There are a number of proposed new laws contained in the ELVs that are being trialled down under this season that are designed to (but will fail to do so in my view) make the game more attractive and yet I see nothing in these proposed new laws that will improve the problem of slow ball at the breakdown, the one problem that, if solved, would instantly make the game more open. Indeed, the proposal to allow players on their feet to handle the ball in the ruck will slow the ball down even further and turn every breakdown into a prolonged arm wrestle followed by an untidy heap as players will, under the proposed new laws, be allowed legally to collapse any resultant maul.

No, the answer, in my view is to allow players to ruck properly again. Stamping, whether to head or to body, is unacceptable and those that do stamp must face the consequences, whether that be via rugby's disciplinary system or, in the more serious cases, via the courts. But rucking, proper good old-fashioned rucking, is a skill that has been lost to the game over the years and the game is, in my view, definitely poorer as a result.

Monday, 12 November 2007

Good news, bad news

The good news is that at some point today this blog received its 5,000th visitor.

Congratulations to whoever it was - you win a virtual bottle of champagne and a hearty slap on the back from yours truly.

The bad news is that there's no prospect of me packing it all in just yet so you'll have to put up with this drivel for a while longer...

Chelsy boots

Cry God for Harry, England and Saint George.

More heartening news at the weekend as it appears that England Rugby's No.1 cheerleader Prince Harry has been dumped by his girlfriend, Chelsy Davy.

Don't get me wrong, I take no pleasure at all in this young man's misfortune. Nor am I afflicted by the Daily Mail "How can someone 3rd in line for the throne possibly marry someone called Chelsy?" mentality.

No, what amuses me is that the reason for the break-up appears to be that Harry missed his girlfriend's 22nd birthday because he chose to attend the Rugby World Cup Final in Paris instead.

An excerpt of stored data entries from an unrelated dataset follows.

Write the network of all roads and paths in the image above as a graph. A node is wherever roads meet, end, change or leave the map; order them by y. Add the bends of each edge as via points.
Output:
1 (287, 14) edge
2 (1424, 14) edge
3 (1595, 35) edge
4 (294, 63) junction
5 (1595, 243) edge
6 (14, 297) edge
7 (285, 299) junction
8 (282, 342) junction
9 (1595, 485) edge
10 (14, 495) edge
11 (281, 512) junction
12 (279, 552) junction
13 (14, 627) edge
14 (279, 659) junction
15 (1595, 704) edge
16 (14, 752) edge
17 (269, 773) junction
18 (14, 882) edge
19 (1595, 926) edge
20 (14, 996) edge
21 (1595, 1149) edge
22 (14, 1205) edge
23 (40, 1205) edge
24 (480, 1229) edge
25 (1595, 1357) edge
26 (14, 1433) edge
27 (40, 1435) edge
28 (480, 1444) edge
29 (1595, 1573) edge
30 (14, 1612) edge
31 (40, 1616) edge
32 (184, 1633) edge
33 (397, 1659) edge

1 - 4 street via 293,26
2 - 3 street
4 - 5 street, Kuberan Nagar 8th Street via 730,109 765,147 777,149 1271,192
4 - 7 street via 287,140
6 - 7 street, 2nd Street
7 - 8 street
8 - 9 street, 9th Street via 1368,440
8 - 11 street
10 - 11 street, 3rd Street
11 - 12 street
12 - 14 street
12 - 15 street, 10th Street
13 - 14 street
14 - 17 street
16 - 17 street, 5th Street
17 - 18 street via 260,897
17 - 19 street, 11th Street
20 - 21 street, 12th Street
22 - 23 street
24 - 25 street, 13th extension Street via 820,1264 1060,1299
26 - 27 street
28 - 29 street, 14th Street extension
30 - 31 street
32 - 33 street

Perhaps there is hope for the increasingly irrelevant monarchy after all.

Where's Wally...?

So, an overweight ex-forward who is some way past his best has made a recent return to the rugby field.

But enough about me, the heartening news to emerge from the weekend's European ties was the return to action of former Northampton and England hooker Steve "Wally" Thompson, who came on as a first half replacement for French club Brive against Connacht.

Thompson, who announced his retirement earlier this year due to a neck injury and then joined Brive in a coaching capacity, was last month given the go-ahead by doctors to resume his playing career.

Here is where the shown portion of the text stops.